Posted by Stephen Dill on December 23, 2007

The idea for this forum has been a long time in coming. It began with an observation from the spouse of a preschool director. After hearing so many stories of what some parents called parenting, the following goal was penned in a journal: “to teach people to parent as well as we teach them to give birth.”

That spark began to smolder when I learned that 75% of our town’s budget belonged to the School Department. Nothing against our School Department, a similar number was everywhere I looked. At that point I began asking educators my question, “If you could start over, what would it look like?” and took note of the reactions. No one dismissed the question, and no one had a ready answer. After an appropriate pause I would run my idea of a new public education by them and again, no one shut me down. As with most concepts, the challenges appeared in everyone’s mind long before the solutions, so most conversations never progressed to tangible benefit. I knew I needed a different scenario. But not being known to the world of education theorists and visionaries, at best I could assemble two or three – not enough to yield the weight and momentum I know such change will need behind it to get the flywheel moving. The idea of a blog only recently dawned on me.

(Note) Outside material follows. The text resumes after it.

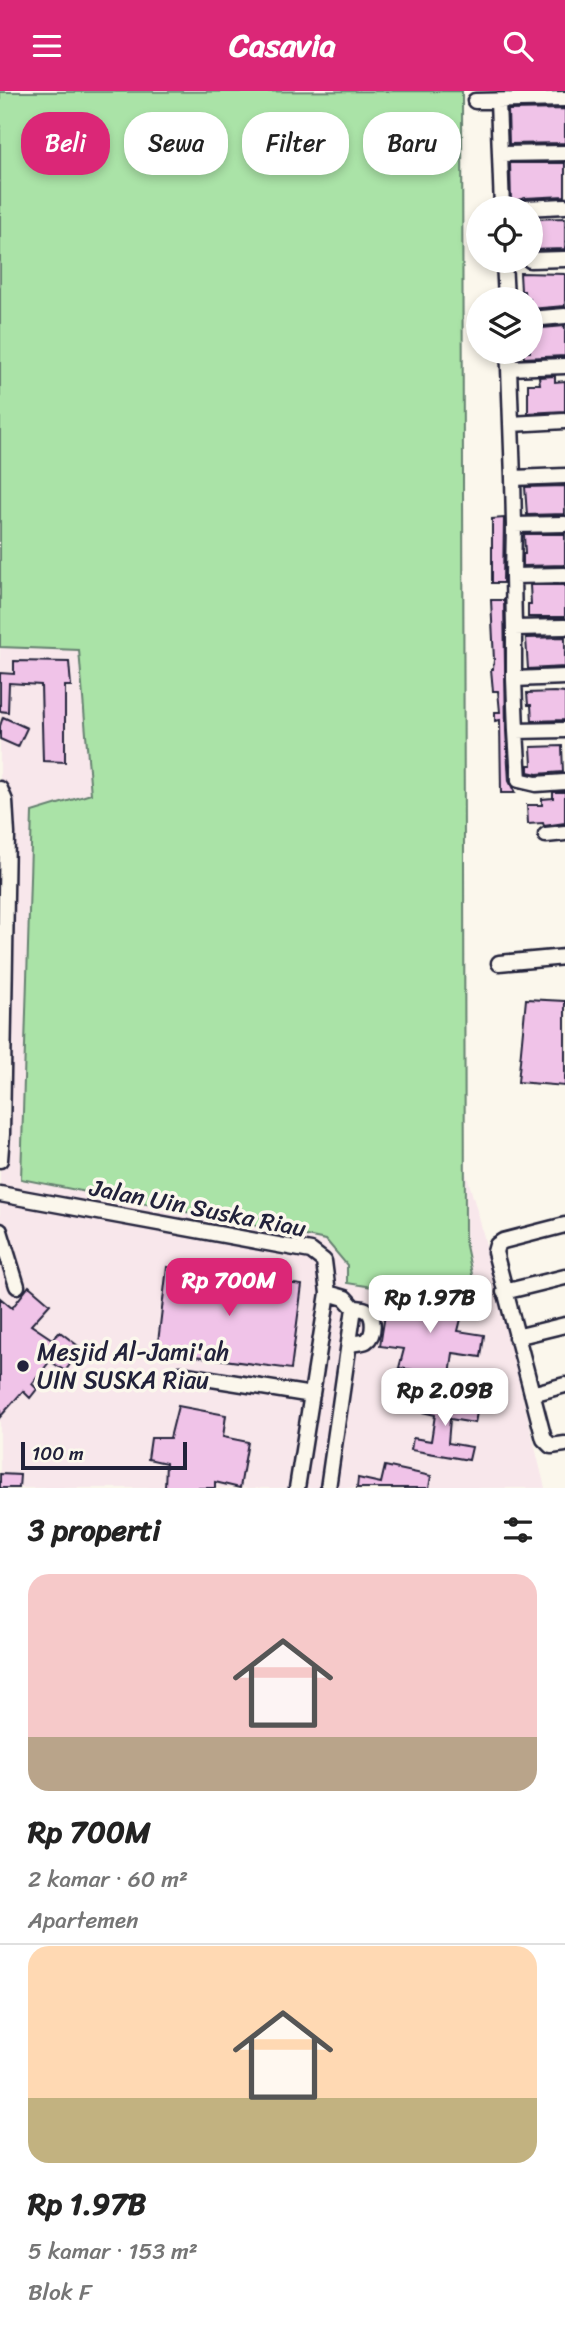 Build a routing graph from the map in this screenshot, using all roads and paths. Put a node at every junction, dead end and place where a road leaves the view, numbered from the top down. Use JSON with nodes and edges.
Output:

Invitations are being extended to those who have established their expertise in public education strategy. The structure of the site will evolve to address the needs of those who want to contribute. For now, let us begin with answers to the primary question: if you could start a new public education system from square one – with no preconceived ideas of what it used to look like, what it has to conform to, even what its metrics of success are – what would it look like?